_WHAT IS REQUIRED_: Across all the records, filter for lines with the word "Marcusestraat" and copy them.

_DATA FOR ANALYSIS_:
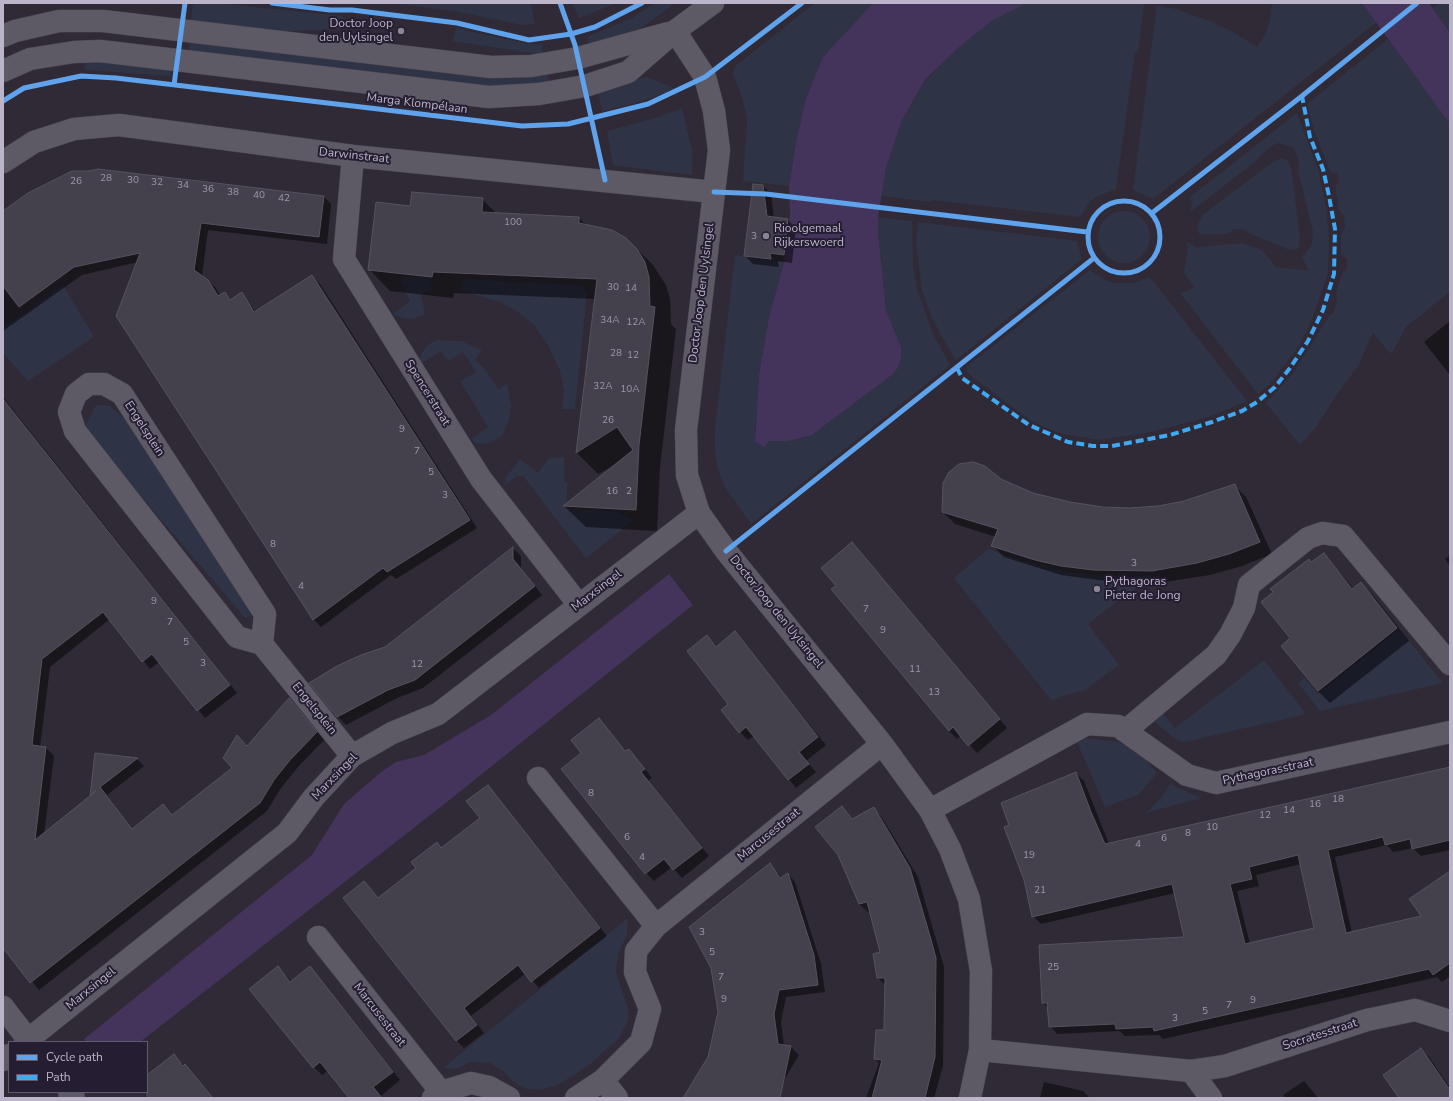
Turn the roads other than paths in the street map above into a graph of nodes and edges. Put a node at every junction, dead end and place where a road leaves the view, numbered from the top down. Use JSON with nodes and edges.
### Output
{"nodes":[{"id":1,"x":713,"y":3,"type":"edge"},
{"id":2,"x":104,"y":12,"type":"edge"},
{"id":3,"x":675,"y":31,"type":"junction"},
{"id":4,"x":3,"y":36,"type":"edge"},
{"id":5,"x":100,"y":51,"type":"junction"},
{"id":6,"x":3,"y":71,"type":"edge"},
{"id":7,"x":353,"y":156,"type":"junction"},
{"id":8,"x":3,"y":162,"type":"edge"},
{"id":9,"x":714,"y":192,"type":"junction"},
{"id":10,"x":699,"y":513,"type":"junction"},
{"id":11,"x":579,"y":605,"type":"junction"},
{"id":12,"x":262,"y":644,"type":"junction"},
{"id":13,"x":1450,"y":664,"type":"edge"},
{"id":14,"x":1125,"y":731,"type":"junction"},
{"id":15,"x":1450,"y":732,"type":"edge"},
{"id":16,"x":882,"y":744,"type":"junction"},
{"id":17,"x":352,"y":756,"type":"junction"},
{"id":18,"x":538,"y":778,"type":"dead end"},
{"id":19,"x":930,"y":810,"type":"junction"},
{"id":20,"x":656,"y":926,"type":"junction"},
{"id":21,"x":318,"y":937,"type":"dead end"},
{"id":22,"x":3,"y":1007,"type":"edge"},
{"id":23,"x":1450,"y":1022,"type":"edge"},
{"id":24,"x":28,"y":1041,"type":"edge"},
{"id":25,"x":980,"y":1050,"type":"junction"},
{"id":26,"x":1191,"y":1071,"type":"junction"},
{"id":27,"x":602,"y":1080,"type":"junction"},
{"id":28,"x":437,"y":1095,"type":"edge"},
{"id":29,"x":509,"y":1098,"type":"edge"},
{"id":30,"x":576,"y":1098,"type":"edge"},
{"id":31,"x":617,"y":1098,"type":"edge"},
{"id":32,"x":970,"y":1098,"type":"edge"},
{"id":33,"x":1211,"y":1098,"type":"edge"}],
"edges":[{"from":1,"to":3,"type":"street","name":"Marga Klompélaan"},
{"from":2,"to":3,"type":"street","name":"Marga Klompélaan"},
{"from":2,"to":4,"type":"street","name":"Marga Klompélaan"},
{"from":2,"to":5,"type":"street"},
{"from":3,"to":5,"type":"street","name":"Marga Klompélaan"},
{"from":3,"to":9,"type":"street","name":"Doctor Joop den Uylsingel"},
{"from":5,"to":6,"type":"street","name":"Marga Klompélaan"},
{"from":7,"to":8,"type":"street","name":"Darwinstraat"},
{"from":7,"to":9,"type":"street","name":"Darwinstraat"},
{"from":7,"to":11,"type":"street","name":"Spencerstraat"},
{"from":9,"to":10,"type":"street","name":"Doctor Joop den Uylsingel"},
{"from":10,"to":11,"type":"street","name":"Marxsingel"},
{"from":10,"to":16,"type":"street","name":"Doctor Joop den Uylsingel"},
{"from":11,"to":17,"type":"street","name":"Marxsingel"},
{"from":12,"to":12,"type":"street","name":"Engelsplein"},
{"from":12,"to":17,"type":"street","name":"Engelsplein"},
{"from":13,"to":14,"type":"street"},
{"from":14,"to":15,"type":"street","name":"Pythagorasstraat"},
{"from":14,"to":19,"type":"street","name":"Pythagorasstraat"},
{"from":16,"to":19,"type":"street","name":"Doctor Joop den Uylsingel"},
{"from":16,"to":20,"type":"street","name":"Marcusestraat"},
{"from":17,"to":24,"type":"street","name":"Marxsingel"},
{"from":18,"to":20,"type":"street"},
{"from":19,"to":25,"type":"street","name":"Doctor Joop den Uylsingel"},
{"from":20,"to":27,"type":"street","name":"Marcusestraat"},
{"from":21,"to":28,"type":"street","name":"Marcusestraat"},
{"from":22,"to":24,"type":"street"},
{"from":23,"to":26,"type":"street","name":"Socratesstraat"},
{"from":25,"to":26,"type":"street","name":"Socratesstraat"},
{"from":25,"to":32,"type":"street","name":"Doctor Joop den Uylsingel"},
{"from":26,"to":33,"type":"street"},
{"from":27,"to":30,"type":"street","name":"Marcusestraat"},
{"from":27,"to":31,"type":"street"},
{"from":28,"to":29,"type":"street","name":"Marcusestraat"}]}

==

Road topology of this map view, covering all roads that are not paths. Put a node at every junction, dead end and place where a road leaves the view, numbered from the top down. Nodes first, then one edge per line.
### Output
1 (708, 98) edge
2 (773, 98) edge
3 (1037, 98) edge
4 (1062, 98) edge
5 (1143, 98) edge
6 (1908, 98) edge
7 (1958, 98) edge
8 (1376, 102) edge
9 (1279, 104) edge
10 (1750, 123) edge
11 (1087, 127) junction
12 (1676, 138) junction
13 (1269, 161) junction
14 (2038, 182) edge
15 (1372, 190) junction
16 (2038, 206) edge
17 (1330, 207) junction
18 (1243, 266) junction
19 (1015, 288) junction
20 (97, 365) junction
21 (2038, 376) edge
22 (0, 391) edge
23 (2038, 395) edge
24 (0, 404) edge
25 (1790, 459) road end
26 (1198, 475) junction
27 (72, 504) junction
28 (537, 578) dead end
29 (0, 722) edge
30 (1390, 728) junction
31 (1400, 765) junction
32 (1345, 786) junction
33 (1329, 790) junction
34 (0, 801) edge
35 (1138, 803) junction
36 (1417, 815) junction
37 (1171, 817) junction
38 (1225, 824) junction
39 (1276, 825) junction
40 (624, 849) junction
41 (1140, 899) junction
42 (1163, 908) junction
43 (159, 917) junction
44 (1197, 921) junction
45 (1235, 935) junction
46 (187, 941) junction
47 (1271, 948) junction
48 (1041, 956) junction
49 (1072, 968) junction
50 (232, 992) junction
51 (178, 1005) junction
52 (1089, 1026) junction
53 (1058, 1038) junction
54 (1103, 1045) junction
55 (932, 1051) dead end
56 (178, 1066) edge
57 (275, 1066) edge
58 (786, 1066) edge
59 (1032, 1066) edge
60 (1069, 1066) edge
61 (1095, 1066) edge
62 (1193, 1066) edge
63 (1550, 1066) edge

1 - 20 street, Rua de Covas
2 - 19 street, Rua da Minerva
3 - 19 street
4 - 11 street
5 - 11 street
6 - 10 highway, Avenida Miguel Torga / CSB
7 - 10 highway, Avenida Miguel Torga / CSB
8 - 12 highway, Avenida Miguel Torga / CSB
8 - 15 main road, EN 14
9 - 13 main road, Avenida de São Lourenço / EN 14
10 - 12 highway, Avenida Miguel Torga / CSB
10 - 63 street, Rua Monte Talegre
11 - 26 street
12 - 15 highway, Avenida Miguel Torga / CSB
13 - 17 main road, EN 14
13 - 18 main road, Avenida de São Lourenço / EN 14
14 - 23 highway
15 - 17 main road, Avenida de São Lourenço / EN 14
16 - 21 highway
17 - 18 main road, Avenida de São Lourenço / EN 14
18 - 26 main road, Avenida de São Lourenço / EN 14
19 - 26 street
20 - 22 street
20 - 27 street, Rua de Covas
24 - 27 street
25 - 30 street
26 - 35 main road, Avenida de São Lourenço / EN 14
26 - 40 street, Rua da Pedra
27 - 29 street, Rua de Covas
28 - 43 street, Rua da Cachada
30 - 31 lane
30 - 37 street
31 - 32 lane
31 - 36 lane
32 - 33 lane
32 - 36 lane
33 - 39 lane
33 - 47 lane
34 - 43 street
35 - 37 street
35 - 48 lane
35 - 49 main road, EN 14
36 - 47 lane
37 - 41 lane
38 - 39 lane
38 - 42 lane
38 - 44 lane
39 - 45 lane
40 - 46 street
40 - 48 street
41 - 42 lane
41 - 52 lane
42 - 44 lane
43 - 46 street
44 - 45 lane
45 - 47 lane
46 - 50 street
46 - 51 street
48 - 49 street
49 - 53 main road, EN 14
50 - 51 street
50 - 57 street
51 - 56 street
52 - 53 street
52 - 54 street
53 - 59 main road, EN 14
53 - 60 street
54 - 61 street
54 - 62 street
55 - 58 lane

_RESPONSE AREA_:
{"from":16,"to":20,"type":"street","name":"Marcusestraat"},
{"from":20,"to":27,"type":"street","name":"Marcusestraat"},
{"from":21,"to":28,"type":"street","name":"Marcusestraat"},
{"from":27,"to":30,"type":"street","name":"Marcusestraat"},
{"from":28,"to":29,"type":"street","name":"Marcusestraat"}]}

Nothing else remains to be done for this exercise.